Hi Trevour....so this is called spruiking is it........
and this today...seems unfair...our govt tipped billions into the banks to provide liquidity....but no liquidity handed out...
House prices NOT tipped to slide
MICHAEL PASCOE (SMH)
June 3, 2009
What a dangerous thing an economist with a model can be, capable of scaring the horses, wrecking the financial system and generating internet traffic.
Yesterday's strange call by JPMorgan that Australian house prices will fall by 14 per cent in the next year is a case in point. It provided a scary headline that certainly had readers clicking their mice and probably worried some home buyers. I don't know what the horses thought.

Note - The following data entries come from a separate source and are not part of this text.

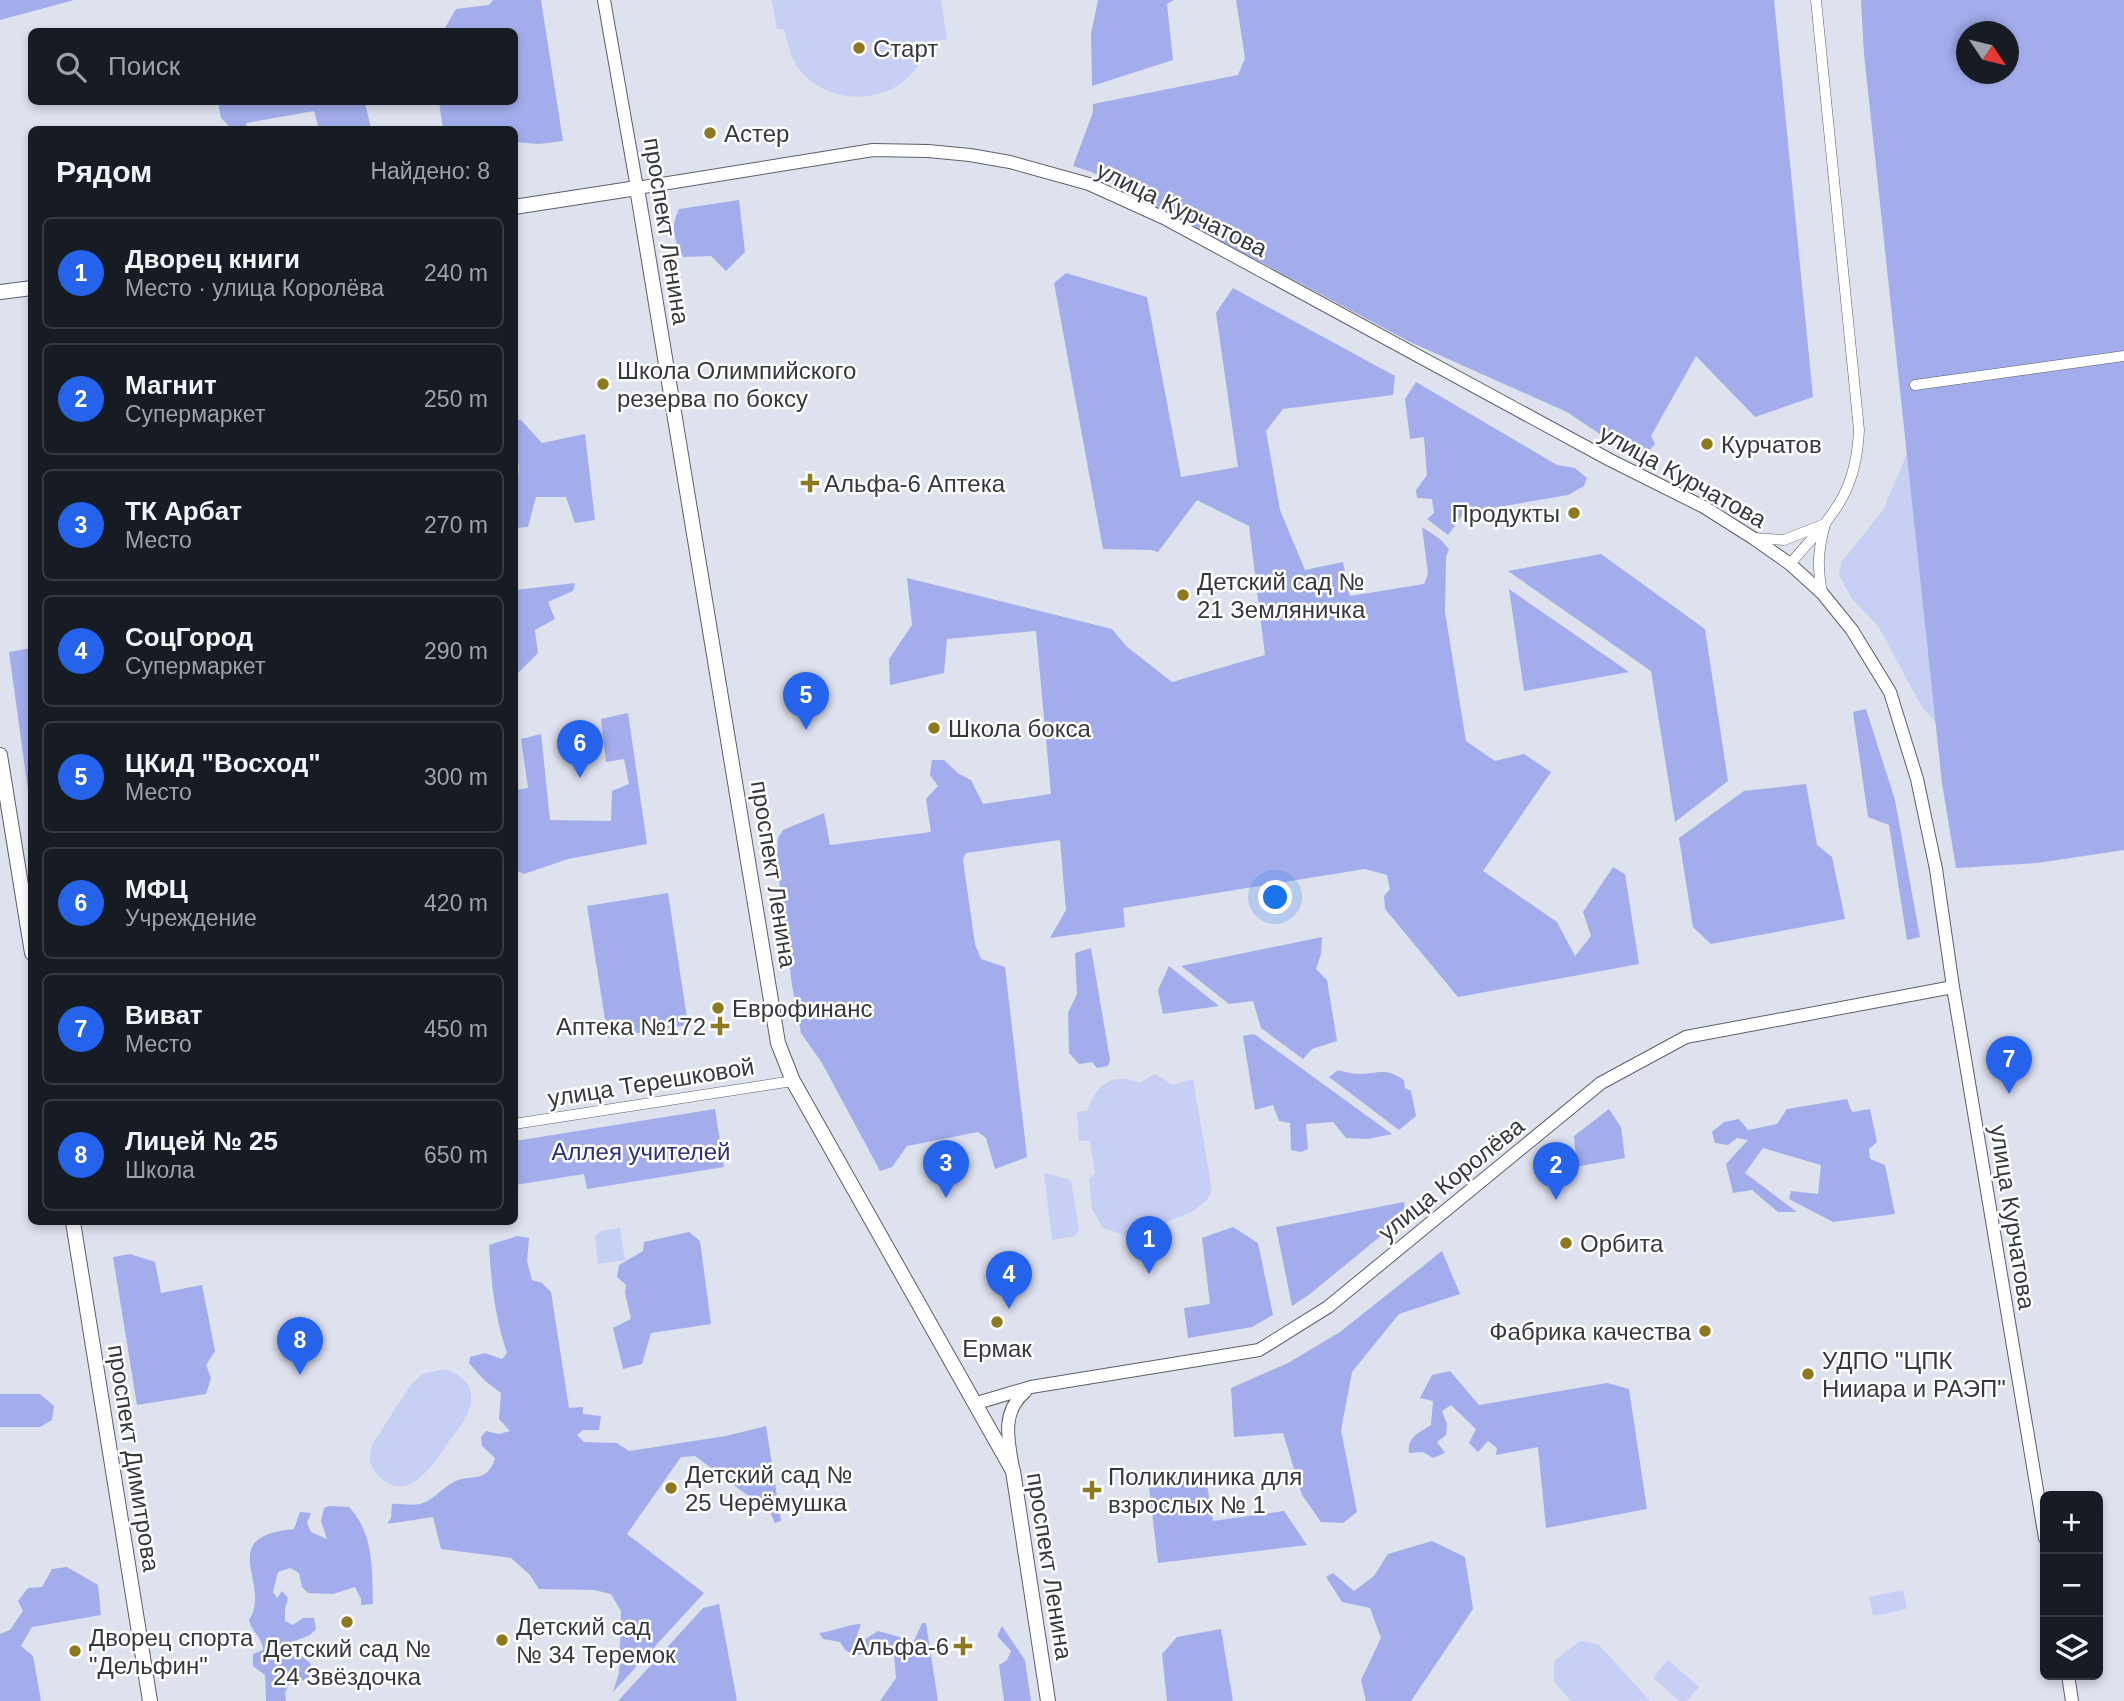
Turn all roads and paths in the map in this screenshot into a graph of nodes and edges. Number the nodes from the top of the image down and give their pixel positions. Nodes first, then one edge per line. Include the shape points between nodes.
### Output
1 (604, 0) edge
2 (1816, 0) edge
3 (637, 188) junction
4 (518, 206) edge
5 (28, 288) edge
6 (0, 292) edge
7 (2124, 356) edge
8 (1915, 385) dead end
9 (1825, 524) junction
10 (1754, 537) junction
11 (1790, 564) junction
12 (1822, 593) junction
13 (0, 755) edge
14 (28, 928) edge
15 (1953, 987) junction
16 (793, 1081) junction
17 (518, 1123) edge
18 (73, 1225) edge
19 (1031, 1387) junction
20 (977, 1403) junction
21 (1013, 1471) junction
22 (2040, 1508) edge
23 (2069, 1680) edge
24 (150, 1701) edge
25 (1048, 1701) edge
26 (2072, 1701) edge

1 - 3 street, проспект Ленина
2 - 9 street via 1859,430 1848,489
3 - 4 main road
3 - 10 street, улица Курчатова via 873,150 970,155 1089,184 1164,218
3 - 16 main road, проспект Ленина via 778,1043
5 - 6 main road
7 - 8 street
9 - 10 street via 1784,540
9 - 11 street
9 - 12 street via 1818,553
10 - 11 street, улица Курчатова
11 - 12 street, улица Курчатова
12 - 15 street, улица Курчатова via 1852,630 1890,692 1920,792
13 - 14 main road
15 - 19 street, улица Королёва via 1686,1037 1601,1083 1328,1307 1259,1350
15 - 22 street, улица Курчатова
16 - 17 street, улица Терешковой
16 - 20 main road, проспект Ленина
18 - 24 main road, проспект Димитрова
19 - 20 street, улица Королёва
19 - 21 street via 1015,1400 1008,1417
20 - 21 main road, проспект Ленина
21 - 25 main road, проспект Ленина
23 - 26 street

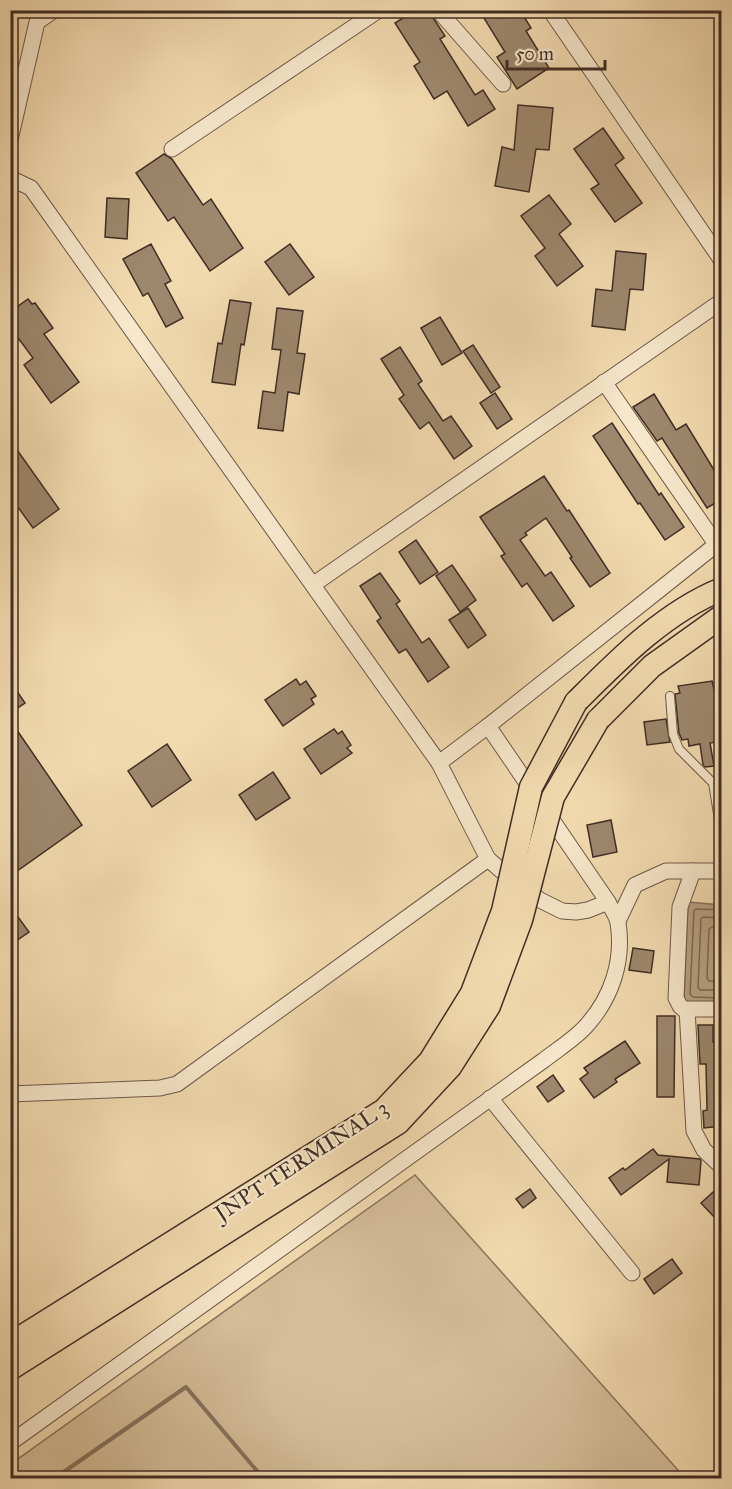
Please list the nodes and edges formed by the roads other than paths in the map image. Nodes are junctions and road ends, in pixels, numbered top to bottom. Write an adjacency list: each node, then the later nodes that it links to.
1 (54, 10): 6 (street)
2 (379, 10): 7 (street)
3 (438, 10): 5 (street)
4 (550, 10): 9 (street)
5 (503, 84)
6 (10, 140)
7 (172, 149)
8 (10, 178): 13 (street)
9 (722, 261)
10 (722, 301): 11 (street)
11 (604, 382): 12 (street); 13 (street)
12 (719, 542): 17 (street)
13 (314, 584): 18 (street)
14 (722, 589): 31 (main road, JNPT TERMINAL 3, bridge)
15 (722, 616): 32 (main road, JNPT TERMINAL 3, bridge)
16 (670, 696): 19 (lane)
17 (488, 726): 18 (street); 23 (street)
18 (439, 763): 20 (street)
19 (722, 838)
20 (489, 859): 23 (street); 27 (street)
21 (693, 871): 22 (street); 24 (street); 26 (street)
22 (722, 872)
23 (608, 902): 24 (street)
24 (618, 921): 28 (street)
25 (722, 1009): 26 (street)
26 (687, 1012): 29 (street)
27 (10, 1094)
28 (490, 1098): 30 (street); 33 (street)
29 (722, 1167)
30 (632, 1273)
31 (10, 1344)
32 (10, 1369)
33 (10, 1443)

And it was most likely hopelessly wrong. If it's a choice between JPMorgan's model echoing the Dr Steven Keen's doomsday scenario on one hand and the combined efforts of the Reserve Bank of Australia, the Australian Prudential Regulation Authority and Macquarie Bank's Rory Robertson on the other, my money is on the latter.........
Yes, rising unemployment is not good for maintaining house prices, but sharply lower interest rates are. Of those who do lose their jobs, relatively few will actually face foreclosure. Most Australian workers actually don't have a mortgage and of the rest, most have built up a healthy equity buffer to see them through a period of unemployment - which is why our big banks are prepared to capitalise repayments for a year.
On the other hand, as Rory Robertson has repeatedly stressed, monetary policy does work: lift interest rates as the RBA did during the boom and it creates pent-up demand; cut interest rates as the RBA did as the economy slowed and that pent-up demand is unleashed.